This sample demonstrates using ASP.NET Core Request Localization with DotVVM.
This method only works in ASP.NET Core. If you use OWIN, you need to use Localizable Presenter or switch the culture manually.
- Make sure you have installed DotVVM for Visual Studio
-
Open the GitHub repo in Visual Studio or
git clone https://github.com/riganti/dotvvm-samples-request-localization.git
-
Open
src/RequestLocalizationSample.sln
-
Right-click the
RequestLocalizationSample
project and select View > View in Browser
- How to use Globalization features in DotVVM
Request Localization is a standard ASP.NET Core way of localizing web apps. It is extensible and works well with Accept-Language
header and cookies.
This sample shows the default settings - if the cookie with language is not present, the language is retrieved from the Accept-Language
header. If the cookie .AspNetCore.Culture
is set, the language from the cookie is used.

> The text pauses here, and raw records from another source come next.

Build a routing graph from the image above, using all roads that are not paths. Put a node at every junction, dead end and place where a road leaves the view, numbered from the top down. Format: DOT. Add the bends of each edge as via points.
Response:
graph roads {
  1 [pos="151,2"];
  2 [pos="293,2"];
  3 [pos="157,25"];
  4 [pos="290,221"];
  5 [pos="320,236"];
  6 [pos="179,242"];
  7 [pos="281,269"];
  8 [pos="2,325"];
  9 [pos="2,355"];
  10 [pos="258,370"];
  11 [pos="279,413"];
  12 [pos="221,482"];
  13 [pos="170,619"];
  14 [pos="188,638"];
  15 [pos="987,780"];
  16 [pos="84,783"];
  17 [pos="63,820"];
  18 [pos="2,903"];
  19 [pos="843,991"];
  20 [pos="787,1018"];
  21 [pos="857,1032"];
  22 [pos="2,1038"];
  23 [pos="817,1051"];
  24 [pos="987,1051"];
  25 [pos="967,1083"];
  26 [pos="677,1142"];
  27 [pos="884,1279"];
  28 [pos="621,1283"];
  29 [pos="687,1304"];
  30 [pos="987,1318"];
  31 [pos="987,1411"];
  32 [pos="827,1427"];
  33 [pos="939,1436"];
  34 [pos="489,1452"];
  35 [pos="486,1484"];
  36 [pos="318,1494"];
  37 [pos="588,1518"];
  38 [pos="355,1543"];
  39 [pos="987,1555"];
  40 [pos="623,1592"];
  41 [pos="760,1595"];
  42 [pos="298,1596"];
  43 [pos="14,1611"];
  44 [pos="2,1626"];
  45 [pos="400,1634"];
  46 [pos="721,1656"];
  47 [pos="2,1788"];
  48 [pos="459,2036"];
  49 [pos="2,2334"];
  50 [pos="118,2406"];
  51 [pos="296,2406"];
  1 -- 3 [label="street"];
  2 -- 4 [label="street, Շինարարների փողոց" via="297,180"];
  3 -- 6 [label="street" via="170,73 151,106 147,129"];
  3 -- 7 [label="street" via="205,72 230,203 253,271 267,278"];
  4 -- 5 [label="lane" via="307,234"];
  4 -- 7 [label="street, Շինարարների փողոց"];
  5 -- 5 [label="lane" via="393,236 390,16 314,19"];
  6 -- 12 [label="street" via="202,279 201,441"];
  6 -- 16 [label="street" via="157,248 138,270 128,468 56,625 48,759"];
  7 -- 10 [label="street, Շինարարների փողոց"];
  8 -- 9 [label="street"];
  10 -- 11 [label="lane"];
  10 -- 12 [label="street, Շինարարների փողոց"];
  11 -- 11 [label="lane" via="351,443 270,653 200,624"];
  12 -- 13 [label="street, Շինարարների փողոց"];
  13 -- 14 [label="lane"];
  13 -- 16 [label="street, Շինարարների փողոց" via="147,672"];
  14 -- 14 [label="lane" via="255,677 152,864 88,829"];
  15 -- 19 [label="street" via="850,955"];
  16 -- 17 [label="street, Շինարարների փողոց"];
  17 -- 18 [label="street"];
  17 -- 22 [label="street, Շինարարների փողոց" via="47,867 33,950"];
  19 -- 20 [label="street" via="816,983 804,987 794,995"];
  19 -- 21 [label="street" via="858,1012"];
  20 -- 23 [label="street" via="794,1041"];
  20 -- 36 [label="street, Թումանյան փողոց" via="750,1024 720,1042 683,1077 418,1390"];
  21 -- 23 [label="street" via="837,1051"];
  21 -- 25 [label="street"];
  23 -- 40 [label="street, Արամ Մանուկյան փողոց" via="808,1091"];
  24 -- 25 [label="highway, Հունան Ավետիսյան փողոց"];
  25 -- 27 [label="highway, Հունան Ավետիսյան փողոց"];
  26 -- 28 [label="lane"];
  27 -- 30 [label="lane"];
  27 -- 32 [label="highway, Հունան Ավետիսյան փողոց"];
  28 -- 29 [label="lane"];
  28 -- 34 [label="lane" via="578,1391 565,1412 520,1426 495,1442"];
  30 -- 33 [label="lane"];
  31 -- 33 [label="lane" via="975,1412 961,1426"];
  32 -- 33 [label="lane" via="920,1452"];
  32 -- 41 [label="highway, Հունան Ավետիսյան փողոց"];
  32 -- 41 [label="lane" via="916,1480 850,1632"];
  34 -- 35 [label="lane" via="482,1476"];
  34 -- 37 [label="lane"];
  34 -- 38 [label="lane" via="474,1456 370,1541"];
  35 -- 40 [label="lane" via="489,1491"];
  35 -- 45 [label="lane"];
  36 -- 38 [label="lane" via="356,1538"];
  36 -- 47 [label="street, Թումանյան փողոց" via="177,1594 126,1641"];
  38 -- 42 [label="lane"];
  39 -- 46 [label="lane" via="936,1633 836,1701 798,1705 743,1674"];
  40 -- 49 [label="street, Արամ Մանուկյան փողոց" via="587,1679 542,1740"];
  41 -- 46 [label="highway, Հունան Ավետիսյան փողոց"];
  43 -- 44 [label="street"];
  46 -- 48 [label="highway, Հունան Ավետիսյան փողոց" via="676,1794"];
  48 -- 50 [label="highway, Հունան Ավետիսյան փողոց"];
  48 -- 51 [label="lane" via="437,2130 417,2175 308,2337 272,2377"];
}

There is also a sample of DotvvmRouteRequestCultureProvider
that can determine the language from the Lang
route parameter. It is added as an initial provider, so the order of precedence is this:
- Route parameter
- Cookie
- Accept-Language header
You should not specify config.DefaultCulture
in DotvvmStartup
to prevent DotVVM from tampering with the request culture.
DotVVM ships with a Localizable Presenter which allows to switch language based on route parameters or query string values.
This approach is universal and works on both ASP.NET Core and OWIN.